-------- RECORD SET

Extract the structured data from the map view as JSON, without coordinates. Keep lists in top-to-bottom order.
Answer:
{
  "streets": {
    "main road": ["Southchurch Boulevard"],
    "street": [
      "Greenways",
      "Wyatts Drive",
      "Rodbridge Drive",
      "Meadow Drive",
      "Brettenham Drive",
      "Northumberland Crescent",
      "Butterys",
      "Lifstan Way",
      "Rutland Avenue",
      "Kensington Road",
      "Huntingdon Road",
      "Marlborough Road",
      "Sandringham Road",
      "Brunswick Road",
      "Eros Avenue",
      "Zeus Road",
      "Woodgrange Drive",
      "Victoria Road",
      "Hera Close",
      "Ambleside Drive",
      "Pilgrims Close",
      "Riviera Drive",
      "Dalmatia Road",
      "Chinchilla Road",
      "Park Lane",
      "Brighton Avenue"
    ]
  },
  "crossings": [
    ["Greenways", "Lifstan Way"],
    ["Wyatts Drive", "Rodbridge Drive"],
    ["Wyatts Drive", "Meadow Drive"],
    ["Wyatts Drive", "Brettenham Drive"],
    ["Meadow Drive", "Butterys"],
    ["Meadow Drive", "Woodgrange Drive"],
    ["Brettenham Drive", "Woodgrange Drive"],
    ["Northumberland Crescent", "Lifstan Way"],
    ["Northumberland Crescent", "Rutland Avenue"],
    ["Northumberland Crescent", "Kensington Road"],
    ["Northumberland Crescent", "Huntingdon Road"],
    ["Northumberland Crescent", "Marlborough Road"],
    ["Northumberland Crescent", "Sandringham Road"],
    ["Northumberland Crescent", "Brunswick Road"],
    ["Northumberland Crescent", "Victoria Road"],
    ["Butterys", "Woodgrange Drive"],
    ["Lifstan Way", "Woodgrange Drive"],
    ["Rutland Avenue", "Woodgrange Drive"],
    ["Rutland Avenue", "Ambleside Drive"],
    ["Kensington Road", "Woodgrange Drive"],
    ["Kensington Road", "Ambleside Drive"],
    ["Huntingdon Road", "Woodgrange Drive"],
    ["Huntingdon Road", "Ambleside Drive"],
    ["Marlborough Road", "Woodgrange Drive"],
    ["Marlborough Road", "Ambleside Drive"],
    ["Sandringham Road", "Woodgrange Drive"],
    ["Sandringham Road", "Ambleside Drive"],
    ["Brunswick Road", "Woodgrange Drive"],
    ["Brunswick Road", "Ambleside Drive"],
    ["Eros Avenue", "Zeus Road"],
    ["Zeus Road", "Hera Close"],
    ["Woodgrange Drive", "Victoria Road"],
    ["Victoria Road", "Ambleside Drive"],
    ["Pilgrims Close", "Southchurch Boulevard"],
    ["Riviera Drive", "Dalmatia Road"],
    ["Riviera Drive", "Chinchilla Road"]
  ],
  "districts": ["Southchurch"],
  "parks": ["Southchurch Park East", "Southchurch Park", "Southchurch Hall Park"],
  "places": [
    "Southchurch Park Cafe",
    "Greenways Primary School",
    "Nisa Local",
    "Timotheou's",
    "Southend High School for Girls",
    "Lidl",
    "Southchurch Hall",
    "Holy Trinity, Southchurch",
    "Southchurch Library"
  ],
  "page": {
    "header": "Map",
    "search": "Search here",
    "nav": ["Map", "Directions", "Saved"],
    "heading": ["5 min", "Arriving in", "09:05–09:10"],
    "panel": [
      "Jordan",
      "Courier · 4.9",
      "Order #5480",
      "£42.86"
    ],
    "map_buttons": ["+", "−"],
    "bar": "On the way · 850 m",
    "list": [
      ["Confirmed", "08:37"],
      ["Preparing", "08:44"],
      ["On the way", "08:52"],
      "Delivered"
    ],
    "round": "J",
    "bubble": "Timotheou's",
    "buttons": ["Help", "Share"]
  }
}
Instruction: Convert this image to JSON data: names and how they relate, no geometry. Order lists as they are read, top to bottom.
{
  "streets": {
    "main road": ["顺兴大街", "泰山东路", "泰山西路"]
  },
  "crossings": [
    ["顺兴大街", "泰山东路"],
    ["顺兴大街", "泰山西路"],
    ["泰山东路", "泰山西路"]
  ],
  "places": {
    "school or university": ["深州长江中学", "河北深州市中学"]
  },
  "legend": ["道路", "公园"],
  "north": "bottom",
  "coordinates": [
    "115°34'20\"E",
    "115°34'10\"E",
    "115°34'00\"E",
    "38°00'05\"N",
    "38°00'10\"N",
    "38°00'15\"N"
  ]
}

----------------

No line may be left out; the records are to be transcribed in full.

Extract the structured data from the map view as JSON, without coordinates. Keep lists in top-to-bottom order.
Answer:
{
  "streets": {
    "main road": ["Southchurch Boulevard"],
    "street": [
      "Greenways",
      "Wyatts Drive",
      "Rodbridge Drive",
      "Meadow Drive",
      "Brettenham Drive",
      "Northumberland Crescent",
      "Butterys",
      "Lifstan Way",
      "Rutland Avenue",
      "Kensington Road",
      "Huntingdon Road",
      "Marlborough Road",
      "Sandringham Road",
      "Brunswick Road",
      "Eros Avenue",
      "Zeus Road",
      "Woodgrange Drive",
      "Victoria Road",
      "Hera Close",
      "Ambleside Drive",
      "Pilgrims Close",
      "Riviera Drive",
      "Dalmatia Road",
      "Chinchilla Road",
      "Park Lane",
      "Brighton Avenue"
    ]
  },
  "crossings": [
    ["Greenways", "Lifstan Way"],
    ["Wyatts Drive", "Rodbridge Drive"],
    ["Wyatts Drive", "Meadow Drive"],
    ["Wyatts Drive", "Brettenham Drive"],
    ["Meadow Drive", "Butterys"],
    ["Meadow Drive", "Woodgrange Drive"],
    ["Brettenham Drive", "Woodgrange Drive"],
    ["Northumberland Crescent", "Lifstan Way"],
    ["Northumberland Crescent", "Rutland Avenue"],
    ["Northumberland Crescent", "Kensington Road"],
    ["Northumberland Crescent", "Huntingdon Road"],
    ["Northumberland Crescent", "Marlborough Road"],
    ["Northumberland Crescent", "Sandringham Road"],
    ["Northumberland Crescent", "Brunswick Road"],
    ["Northumberland Crescent", "Victoria Road"],
    ["Butterys", "Woodgrange Drive"],
    ["Lifstan Way", "Woodgrange Drive"],
    ["Rutland Avenue", "Woodgrange Drive"],
    ["Rutland Avenue", "Ambleside Drive"],
    ["Kensington Road", "Woodgrange Drive"],
    ["Kensington Road", "Ambleside Drive"],
    ["Huntingdon Road", "Woodgrange Drive"],
    ["Huntingdon Road", "Ambleside Drive"],
    ["Marlborough Road", "Woodgrange Drive"],
    ["Marlborough Road", "Ambleside Drive"],
    ["Sandringham Road", "Woodgrange Drive"],
    ["Sandringham Road", "Ambleside Drive"],
    ["Brunswick Road", "Woodgrange Drive"],
    ["Brunswick Road", "Ambleside Drive"],
    ["Eros Avenue", "Zeus Road"],
    ["Zeus Road", "Hera Close"],
    ["Woodgrange Drive", "Victoria Road"],
    ["Victoria Road", "Ambleside Drive"],
    ["Pilgrims Close", "Southchurch Boulevard"],
    ["Riviera Drive", "Dalmatia Road"],
    ["Riviera Drive", "Chinchilla Road"]
  ],
  "districts": ["Southchurch"],
  "parks": ["Southchurch Park East", "Southchurch Park", "Southchurch Hall Park"],
  "places": [
    "Southchurch Park Cafe",
    "Greenways Primary School",
    "Nisa Local",
    "Timotheou's",
    "Southend High School for Girls",
    "Lidl",
    "Southchurch Hall",
    "Holy Trinity, Southchurch",
    "Southchurch Library"
  ],
  "page": {
    "header": "Map",
    "search": "Search here",
    "nav": ["Map", "Directions", "Saved"],
    "heading": ["5 min", "Arriving in", "09:05–09:10"],
    "panel": [
      "Jordan",
      "Courier · 4.9",
      "Order #5480",
      "£42.86"
    ],
    "map_buttons": ["+", "−"],
    "bar": "On the way · 850 m",
    "list": [
      ["Confirmed", "08:37"],
      ["Preparing", "08:44"],
      ["On the way", "08:52"],
      "Delivered"
    ],
    "round": "J",
    "bubble": "Timotheou's",
    "buttons": ["Help", "Share"]
  }
}
Instruction: Convert this image to JSON data: names and how they relate, no geometry. Order lists as they are read, top to bottom.
{
  "streets": {
    "main road": ["顺兴大街", "泰山东路", "泰山西路"]
  },
  "crossings": [
    ["顺兴大街", "泰山东路"],
    ["顺兴大街", "泰山西路"],
    ["泰山东路", "泰山西路"]
  ],
  "places": {
    "school or university": ["深州长江中学", "河北深州市中学"]
  },
  "legend": ["道路", "公园"],
  "north": "bottom",
  "coordinates": [
    "115°34'20\"E",
    "115°34'10\"E",
    "115°34'00\"E",
    "38°00'05\"N",
    "38°00'10\"N",
    "38°00'15\"N"
  ]
}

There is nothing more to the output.